The extracellular matrix recovery step is a step for separating free cells and the extracellular matrix to obtain an extracellular matrix. The cell separation step is a step of separating the extracellular matrix from which Botryococcus brownie cells have been released and the free cells as described above. In this step, the characteristics of Botryococcus brownie may be utilized and cell separation conditions may be appropriately adopted. Utilizing the difference in size between the free cells and the extracellular matrix, the cells after cell release can be separated from the extracellular matrix by filtration cloth. In addition, since the extracellular matrix has the property of ascending and precipitating cells, the extracellular matrix may be recovered by centrifugation or static separation. Insufficient cell removal after cell release leads to a decrease in purity of the free cells. Therefore, after cell removal, the cells are exposed to alkaline conditions of pH 9 or more and 13 or less, pH 9 or more and 12 or less, or pH 10 or more and 12 or less). ， It is preferable to completely remove free cells. At this time, after removing free cells, it is preferable to wash and dehydrate on a filter cloth to collect the extracellular matrix.
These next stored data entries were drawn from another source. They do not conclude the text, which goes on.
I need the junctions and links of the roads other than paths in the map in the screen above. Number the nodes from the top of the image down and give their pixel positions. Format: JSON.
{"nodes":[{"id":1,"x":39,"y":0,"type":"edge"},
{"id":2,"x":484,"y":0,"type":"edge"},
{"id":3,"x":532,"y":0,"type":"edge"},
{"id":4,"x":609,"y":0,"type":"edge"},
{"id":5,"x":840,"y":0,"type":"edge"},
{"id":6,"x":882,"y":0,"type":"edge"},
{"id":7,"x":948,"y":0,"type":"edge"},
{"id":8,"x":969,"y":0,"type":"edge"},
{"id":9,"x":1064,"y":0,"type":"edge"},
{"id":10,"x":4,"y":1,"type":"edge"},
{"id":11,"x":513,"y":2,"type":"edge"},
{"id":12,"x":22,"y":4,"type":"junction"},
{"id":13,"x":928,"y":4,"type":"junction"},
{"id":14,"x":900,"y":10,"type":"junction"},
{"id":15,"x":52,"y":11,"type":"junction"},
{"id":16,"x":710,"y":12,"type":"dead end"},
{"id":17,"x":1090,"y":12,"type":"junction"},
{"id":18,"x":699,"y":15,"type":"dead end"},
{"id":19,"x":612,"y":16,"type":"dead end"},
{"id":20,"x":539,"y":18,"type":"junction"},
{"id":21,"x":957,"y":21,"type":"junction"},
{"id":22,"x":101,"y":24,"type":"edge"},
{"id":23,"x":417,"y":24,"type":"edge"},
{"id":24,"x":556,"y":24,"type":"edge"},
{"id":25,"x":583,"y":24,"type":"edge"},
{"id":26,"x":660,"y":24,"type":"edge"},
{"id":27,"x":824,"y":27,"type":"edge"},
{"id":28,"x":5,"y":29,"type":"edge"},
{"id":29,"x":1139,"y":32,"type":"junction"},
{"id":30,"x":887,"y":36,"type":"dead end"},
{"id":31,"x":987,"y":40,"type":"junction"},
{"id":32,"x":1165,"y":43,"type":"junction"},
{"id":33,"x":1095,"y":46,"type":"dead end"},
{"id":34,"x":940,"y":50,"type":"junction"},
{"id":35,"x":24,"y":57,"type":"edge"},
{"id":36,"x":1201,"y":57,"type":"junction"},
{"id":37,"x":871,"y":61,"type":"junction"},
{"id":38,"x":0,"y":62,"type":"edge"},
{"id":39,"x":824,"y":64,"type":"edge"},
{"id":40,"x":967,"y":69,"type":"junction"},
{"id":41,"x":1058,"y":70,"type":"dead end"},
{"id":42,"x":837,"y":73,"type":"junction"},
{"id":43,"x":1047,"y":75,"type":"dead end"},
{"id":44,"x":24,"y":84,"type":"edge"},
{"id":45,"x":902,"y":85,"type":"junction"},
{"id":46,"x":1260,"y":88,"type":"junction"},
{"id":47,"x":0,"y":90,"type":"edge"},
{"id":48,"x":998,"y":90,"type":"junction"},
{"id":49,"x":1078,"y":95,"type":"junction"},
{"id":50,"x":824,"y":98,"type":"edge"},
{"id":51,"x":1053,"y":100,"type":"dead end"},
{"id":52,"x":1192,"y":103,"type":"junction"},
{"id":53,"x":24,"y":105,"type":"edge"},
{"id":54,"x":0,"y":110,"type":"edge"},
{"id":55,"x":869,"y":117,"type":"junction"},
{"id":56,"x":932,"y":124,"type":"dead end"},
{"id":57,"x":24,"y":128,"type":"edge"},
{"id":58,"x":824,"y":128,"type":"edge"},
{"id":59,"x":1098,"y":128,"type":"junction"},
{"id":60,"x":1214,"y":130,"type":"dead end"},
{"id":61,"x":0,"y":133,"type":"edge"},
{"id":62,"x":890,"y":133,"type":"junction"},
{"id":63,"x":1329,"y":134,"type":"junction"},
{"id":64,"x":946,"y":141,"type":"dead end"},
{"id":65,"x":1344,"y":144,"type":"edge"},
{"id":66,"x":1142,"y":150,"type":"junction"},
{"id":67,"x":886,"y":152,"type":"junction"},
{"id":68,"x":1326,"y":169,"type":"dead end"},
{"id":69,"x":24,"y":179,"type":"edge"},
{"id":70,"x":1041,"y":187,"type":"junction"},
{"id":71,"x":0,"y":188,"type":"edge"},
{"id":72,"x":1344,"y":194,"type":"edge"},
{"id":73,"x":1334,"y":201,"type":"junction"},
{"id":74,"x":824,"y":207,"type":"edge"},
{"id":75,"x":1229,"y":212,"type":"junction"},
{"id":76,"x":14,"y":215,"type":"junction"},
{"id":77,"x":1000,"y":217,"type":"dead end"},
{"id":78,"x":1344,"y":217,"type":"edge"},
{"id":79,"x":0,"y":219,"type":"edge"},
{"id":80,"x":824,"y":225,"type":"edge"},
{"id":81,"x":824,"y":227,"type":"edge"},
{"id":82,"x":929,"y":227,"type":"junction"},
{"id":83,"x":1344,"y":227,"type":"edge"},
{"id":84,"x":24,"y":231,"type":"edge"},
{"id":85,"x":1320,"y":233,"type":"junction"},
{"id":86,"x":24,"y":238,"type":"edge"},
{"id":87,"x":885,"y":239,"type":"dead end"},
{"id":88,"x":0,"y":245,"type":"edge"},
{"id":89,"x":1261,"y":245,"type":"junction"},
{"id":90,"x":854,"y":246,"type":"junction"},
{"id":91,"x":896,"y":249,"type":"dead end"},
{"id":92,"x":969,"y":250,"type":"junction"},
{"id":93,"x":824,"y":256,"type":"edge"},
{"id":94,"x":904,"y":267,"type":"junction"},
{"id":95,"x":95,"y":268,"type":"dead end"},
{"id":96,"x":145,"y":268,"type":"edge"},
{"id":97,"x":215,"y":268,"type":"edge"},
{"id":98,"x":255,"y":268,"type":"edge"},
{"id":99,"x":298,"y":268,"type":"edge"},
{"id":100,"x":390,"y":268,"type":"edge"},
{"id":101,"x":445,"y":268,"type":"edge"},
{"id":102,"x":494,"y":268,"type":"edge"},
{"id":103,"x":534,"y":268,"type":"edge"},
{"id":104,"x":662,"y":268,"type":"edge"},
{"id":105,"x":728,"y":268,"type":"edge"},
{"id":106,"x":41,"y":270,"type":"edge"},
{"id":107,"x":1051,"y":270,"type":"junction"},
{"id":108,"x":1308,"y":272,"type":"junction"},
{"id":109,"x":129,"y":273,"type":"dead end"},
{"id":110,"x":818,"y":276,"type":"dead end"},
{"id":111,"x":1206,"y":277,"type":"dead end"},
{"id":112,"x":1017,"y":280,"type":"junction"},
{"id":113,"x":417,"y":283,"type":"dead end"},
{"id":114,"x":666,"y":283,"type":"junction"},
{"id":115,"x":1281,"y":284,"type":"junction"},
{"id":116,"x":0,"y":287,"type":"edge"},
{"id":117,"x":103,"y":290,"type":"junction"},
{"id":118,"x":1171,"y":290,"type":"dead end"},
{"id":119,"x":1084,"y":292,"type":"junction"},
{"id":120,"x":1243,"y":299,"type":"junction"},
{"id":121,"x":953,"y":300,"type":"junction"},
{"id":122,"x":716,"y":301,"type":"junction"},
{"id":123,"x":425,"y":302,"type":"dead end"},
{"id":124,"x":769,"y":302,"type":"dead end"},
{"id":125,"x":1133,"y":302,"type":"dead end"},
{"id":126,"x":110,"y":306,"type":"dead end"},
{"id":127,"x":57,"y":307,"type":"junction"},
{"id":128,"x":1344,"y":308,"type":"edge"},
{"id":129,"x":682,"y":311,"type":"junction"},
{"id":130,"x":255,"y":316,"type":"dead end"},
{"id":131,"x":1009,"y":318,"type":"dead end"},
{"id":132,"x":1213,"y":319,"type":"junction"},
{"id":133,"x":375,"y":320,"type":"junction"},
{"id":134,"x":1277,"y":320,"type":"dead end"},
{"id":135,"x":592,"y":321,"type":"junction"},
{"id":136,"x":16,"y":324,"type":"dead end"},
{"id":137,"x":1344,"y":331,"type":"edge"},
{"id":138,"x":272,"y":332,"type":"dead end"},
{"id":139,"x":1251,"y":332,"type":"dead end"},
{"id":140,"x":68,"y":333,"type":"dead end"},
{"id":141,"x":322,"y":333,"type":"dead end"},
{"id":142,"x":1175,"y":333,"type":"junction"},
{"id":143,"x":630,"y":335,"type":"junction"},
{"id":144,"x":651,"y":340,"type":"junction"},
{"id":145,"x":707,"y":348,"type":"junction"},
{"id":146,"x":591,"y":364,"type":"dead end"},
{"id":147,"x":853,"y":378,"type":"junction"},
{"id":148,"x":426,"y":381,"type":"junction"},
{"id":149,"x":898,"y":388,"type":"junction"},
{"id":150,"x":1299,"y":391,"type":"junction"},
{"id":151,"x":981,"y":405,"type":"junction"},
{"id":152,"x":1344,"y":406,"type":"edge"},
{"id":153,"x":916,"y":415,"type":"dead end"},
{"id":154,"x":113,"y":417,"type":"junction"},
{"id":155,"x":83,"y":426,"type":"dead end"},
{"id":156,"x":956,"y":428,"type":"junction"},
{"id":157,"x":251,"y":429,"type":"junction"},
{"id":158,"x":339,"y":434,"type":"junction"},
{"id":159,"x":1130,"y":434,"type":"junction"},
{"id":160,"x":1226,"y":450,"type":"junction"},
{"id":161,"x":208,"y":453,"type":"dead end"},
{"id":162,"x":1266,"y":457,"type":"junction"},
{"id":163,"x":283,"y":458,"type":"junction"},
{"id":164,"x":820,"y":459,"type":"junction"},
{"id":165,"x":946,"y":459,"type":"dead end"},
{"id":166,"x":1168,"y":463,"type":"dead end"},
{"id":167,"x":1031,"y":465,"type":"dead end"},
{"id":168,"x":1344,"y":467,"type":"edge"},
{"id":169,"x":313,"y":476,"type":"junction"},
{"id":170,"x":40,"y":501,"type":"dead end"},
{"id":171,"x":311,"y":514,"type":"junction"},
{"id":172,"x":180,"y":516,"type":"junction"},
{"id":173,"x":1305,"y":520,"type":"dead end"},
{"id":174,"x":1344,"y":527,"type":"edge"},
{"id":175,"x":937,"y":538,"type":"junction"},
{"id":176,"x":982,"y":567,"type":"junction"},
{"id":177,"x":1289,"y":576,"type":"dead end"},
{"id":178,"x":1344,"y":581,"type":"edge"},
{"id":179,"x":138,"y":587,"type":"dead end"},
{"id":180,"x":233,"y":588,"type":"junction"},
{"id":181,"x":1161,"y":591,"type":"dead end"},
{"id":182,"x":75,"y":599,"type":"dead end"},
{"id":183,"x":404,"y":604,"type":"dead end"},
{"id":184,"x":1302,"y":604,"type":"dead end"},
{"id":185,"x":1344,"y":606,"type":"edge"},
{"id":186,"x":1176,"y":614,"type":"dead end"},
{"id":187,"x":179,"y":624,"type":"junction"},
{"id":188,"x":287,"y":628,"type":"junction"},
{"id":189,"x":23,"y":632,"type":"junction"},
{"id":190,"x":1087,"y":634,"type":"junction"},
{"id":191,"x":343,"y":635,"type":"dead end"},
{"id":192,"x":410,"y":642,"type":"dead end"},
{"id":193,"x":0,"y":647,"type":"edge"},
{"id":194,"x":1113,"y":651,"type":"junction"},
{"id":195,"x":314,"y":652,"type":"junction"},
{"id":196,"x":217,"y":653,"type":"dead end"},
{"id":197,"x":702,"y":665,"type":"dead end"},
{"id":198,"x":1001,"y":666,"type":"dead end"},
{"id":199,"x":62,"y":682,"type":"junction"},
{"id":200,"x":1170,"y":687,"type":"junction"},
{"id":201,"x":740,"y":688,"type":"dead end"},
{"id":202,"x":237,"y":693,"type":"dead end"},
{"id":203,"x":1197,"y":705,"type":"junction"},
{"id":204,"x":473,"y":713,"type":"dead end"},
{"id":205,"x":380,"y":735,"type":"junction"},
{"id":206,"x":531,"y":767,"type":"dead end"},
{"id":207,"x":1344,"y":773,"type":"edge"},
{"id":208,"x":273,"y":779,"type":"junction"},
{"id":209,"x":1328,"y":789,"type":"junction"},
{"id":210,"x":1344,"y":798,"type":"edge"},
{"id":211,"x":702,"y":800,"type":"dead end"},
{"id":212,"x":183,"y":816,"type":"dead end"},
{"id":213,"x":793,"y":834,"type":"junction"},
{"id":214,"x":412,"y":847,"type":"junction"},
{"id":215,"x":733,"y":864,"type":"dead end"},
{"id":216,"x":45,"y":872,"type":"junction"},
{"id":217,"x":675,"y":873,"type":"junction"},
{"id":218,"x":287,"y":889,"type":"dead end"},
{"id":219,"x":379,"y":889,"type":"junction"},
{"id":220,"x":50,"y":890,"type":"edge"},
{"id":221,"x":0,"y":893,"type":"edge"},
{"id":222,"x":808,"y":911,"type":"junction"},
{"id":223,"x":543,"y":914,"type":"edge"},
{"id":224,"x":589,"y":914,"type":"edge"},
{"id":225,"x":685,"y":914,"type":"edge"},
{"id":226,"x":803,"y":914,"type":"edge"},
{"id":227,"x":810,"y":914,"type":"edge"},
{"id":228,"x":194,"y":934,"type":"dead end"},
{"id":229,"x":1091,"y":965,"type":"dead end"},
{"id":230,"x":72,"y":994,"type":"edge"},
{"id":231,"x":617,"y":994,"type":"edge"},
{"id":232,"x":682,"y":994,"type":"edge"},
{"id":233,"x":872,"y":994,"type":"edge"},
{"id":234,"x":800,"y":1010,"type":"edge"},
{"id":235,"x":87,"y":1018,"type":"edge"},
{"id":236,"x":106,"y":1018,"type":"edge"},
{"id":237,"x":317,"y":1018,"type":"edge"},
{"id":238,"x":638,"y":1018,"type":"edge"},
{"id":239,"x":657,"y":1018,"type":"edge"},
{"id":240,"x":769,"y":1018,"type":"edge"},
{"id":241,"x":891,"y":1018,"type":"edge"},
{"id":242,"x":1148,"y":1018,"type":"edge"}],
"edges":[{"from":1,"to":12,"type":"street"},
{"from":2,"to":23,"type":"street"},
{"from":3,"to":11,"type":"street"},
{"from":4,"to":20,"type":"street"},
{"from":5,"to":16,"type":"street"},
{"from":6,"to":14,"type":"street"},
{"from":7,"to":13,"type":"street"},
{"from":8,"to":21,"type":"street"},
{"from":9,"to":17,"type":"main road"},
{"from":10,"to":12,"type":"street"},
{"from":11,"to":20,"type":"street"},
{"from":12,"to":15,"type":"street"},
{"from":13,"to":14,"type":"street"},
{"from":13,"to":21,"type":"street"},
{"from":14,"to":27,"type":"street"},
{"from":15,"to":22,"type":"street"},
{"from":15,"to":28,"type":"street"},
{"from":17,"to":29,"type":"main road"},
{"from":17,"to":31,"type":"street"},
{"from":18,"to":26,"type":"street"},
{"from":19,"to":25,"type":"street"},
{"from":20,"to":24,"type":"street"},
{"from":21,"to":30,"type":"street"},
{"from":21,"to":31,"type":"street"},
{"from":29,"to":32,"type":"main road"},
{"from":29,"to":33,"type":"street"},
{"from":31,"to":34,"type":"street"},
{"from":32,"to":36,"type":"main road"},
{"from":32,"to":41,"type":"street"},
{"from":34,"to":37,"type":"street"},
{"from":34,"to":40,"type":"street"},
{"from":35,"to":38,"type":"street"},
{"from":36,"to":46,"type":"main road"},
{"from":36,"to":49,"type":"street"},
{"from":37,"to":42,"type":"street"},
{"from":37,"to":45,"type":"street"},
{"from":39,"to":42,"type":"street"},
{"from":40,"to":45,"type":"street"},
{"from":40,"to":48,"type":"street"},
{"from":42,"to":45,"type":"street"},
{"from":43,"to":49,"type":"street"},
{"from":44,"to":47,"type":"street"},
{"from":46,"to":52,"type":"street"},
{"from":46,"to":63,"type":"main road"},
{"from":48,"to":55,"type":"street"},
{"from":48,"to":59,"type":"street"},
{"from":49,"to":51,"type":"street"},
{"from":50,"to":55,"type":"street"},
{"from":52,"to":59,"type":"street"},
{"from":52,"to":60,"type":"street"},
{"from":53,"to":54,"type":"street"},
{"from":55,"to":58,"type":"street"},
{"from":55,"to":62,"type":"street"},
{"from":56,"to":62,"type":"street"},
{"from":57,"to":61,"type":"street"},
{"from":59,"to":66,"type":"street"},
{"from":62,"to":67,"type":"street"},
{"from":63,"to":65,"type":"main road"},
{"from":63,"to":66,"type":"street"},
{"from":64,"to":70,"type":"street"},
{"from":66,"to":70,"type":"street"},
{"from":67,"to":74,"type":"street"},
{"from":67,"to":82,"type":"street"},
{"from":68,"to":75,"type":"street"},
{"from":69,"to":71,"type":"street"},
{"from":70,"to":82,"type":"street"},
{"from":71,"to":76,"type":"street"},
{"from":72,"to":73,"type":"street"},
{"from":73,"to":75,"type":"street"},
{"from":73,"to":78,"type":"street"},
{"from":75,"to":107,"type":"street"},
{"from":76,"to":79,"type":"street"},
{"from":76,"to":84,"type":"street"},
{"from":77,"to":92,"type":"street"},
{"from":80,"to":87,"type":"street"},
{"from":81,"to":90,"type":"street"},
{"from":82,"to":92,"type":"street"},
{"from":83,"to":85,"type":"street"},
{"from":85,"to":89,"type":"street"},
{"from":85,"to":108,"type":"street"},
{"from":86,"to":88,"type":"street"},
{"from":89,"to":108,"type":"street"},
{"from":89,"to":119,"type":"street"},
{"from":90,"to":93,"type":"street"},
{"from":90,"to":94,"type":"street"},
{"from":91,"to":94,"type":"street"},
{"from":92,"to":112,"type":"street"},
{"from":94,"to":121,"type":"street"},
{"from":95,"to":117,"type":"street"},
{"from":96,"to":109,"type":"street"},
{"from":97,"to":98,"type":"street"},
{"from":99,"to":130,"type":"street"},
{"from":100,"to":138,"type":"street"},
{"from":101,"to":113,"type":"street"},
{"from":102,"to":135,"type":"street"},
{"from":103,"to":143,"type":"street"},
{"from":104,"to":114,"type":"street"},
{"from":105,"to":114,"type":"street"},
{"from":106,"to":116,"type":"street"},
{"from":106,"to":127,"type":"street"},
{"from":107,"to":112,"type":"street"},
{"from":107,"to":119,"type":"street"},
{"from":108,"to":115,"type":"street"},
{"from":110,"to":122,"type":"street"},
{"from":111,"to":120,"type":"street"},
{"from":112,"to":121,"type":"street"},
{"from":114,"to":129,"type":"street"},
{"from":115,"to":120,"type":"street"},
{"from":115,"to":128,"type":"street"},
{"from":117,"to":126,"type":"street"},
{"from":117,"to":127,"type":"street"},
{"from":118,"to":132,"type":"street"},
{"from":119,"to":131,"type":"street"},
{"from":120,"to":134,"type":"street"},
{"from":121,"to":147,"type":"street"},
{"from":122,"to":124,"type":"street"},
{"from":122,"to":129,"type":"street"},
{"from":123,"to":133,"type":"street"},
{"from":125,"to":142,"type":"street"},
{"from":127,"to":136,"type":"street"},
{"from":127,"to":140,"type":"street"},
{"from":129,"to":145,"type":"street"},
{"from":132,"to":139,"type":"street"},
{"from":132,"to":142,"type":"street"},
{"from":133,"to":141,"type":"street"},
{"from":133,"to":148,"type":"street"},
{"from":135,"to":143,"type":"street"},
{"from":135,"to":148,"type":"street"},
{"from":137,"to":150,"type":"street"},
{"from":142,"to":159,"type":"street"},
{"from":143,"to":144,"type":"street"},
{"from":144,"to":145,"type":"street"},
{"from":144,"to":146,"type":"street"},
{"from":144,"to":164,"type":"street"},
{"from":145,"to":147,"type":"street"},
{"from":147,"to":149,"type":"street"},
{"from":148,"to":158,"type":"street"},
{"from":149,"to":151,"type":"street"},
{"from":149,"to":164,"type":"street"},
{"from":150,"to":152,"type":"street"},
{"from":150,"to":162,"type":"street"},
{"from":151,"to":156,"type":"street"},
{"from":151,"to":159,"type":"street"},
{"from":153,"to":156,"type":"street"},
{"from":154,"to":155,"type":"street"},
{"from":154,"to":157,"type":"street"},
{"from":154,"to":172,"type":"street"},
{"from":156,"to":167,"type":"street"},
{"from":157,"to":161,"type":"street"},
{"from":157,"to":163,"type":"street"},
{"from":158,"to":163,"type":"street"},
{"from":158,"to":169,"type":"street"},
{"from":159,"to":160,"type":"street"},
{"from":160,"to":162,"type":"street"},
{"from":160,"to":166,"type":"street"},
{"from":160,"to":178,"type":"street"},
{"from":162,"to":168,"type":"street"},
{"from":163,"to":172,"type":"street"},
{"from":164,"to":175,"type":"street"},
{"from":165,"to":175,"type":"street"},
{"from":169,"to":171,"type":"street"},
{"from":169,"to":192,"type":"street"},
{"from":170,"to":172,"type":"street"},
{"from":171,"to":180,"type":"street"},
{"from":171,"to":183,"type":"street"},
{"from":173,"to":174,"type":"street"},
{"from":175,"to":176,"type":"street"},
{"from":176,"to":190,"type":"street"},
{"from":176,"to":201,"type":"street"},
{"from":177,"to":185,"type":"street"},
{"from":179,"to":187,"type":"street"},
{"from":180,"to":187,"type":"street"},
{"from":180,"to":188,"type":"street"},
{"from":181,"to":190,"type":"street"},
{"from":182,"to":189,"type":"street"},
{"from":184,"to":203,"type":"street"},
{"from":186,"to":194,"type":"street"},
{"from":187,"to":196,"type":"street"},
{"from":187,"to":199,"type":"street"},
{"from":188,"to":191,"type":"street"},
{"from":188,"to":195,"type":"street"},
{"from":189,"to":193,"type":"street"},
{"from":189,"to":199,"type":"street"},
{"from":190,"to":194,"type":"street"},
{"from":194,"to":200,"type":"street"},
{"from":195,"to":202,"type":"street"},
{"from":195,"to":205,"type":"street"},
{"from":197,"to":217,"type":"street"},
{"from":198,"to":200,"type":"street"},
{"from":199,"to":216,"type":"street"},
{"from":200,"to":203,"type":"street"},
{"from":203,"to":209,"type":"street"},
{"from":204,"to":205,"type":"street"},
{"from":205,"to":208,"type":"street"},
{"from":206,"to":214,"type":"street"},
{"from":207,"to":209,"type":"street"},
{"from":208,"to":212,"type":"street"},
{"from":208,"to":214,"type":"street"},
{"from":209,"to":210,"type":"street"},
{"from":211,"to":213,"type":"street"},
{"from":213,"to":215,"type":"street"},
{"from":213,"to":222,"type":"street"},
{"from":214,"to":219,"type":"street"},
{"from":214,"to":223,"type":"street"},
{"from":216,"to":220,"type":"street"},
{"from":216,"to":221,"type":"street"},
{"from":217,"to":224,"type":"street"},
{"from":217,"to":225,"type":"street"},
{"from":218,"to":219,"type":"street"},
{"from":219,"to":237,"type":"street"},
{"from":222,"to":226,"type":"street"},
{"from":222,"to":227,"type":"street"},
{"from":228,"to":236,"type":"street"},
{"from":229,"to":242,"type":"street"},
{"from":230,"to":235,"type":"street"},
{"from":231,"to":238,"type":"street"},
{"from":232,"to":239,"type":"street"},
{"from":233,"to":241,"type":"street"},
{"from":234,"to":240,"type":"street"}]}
The organic compound acquisition step is a step for obtaining an organic compound derived from microalgae by using the cell-cell matrix obtained in the cell-cell matrix recovery step. The fat extraction step is a step of extracting an organic compound from the intercellular matrix recovered as described above to separate and purify hydrocarbons and arginane. In this step, a known fat extraction method may be appropriately adopted.
As a general method, a squeezing method using an oil squeezing machine, an extraction method using an organic solvent as an extraction solvent, or a squeezing method using these in combination may be used. Specifically, the organic solvent of the extraction method is one or more from a group of organic solvents consisting of n-hexane, chloroform, methanol, ethanol, diethyl ether, acetone, n-heptadecene, and n-eicosaziene, or hexane / acetone. It is a mixture of the above-mentioned organic solvents exemplified in the mixed solvent of the above, the mixed solvent of chloroform / methanol, the mixed solvent of ethanol / diethyl ether, and the like. In the extraction method using n-hexane, when a microalgae slurry consisting of Botryococcus brownie is used, the polysaccharide layer on the cell surface and water gel, and the extraction efficiency decreases, so dry algae are used. Since the polysaccharide layer can be removed together with the cells through the cell removal step, gelation does not occur even in the state of containing water, and organic compounds can be efficiently extracted.
High-purity arginane can be obtained by drying the extracellular matrix extracted from fats and oils.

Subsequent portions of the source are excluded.